By integrating structural knowledge directly into the model (CGNC), using a distribution-aware distance metric (Mahalanobis), and ensuring stability through a robust optimization process, we can generate counterfactuals that are far more consistent, plausible, and reliable. However, this commitment to structural fidelity reveals a final, counterintuitive paradox. The very accuracy of a strong generative model can make finding a plausible counterfactual more difficult, especially when the model’s classes are well-separated.

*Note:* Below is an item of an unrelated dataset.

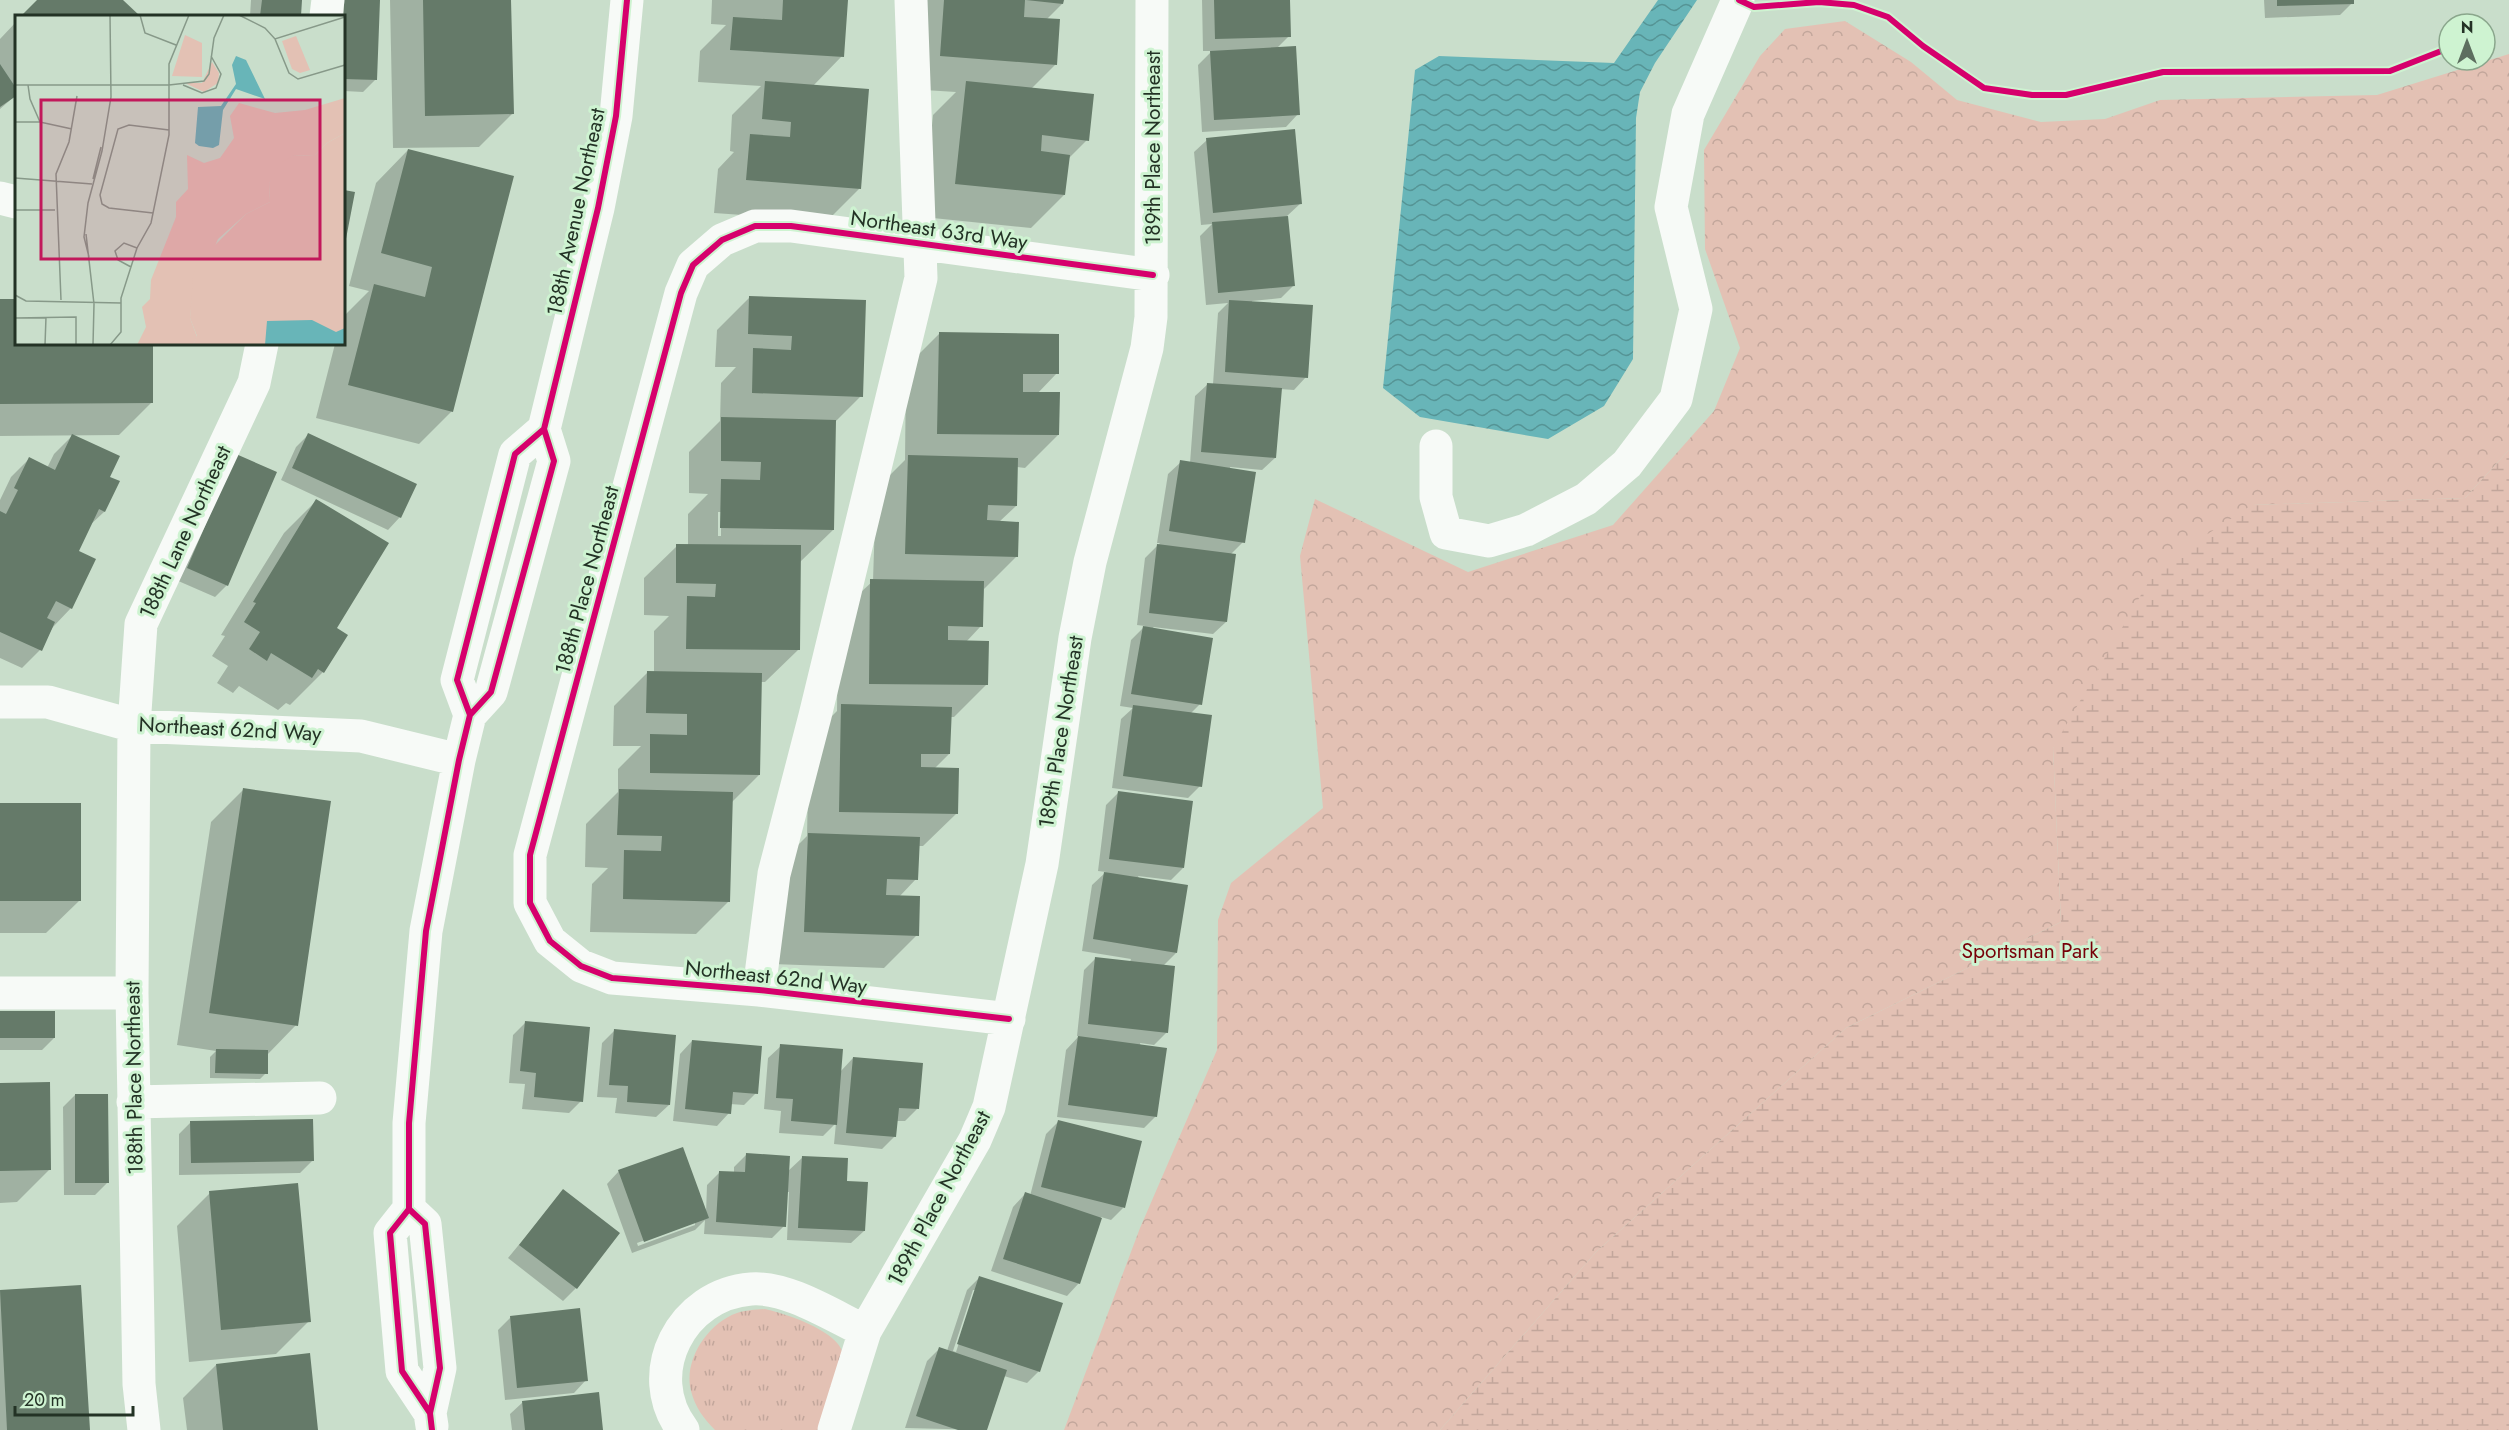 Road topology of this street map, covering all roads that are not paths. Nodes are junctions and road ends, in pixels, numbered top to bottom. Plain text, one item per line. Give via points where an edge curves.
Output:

Imagine a model has learned two distinct, non-overlapping distributions for “loan approved” and “loan denied.” A factual point deep inside the “denied” distribution is, by definition, a large Mahalanobis distance from the center of the “approved” distribution. To generate a counterfactual, the algorithm must push this point across the decision boundary. But to do so while respecting the data’s structure, it may have to move the point to the extreme statistical tail of its own distribution—a region of deep implausibility. This highlights a core conceptual tension:

…the more structurally faithful the generative model, the more constrained the space of feasible and interpretable counterfactuals becomes, particularly in the presence of strongly separated class distributions.

This leaves us with a critical question for the future of explainable AI. How do we best navigate the trade-off between building models that accurately reflect the world’s complex correlational structure and our need for explanations that are not just technically valid, but also intuitively plausible and actionable for a human user?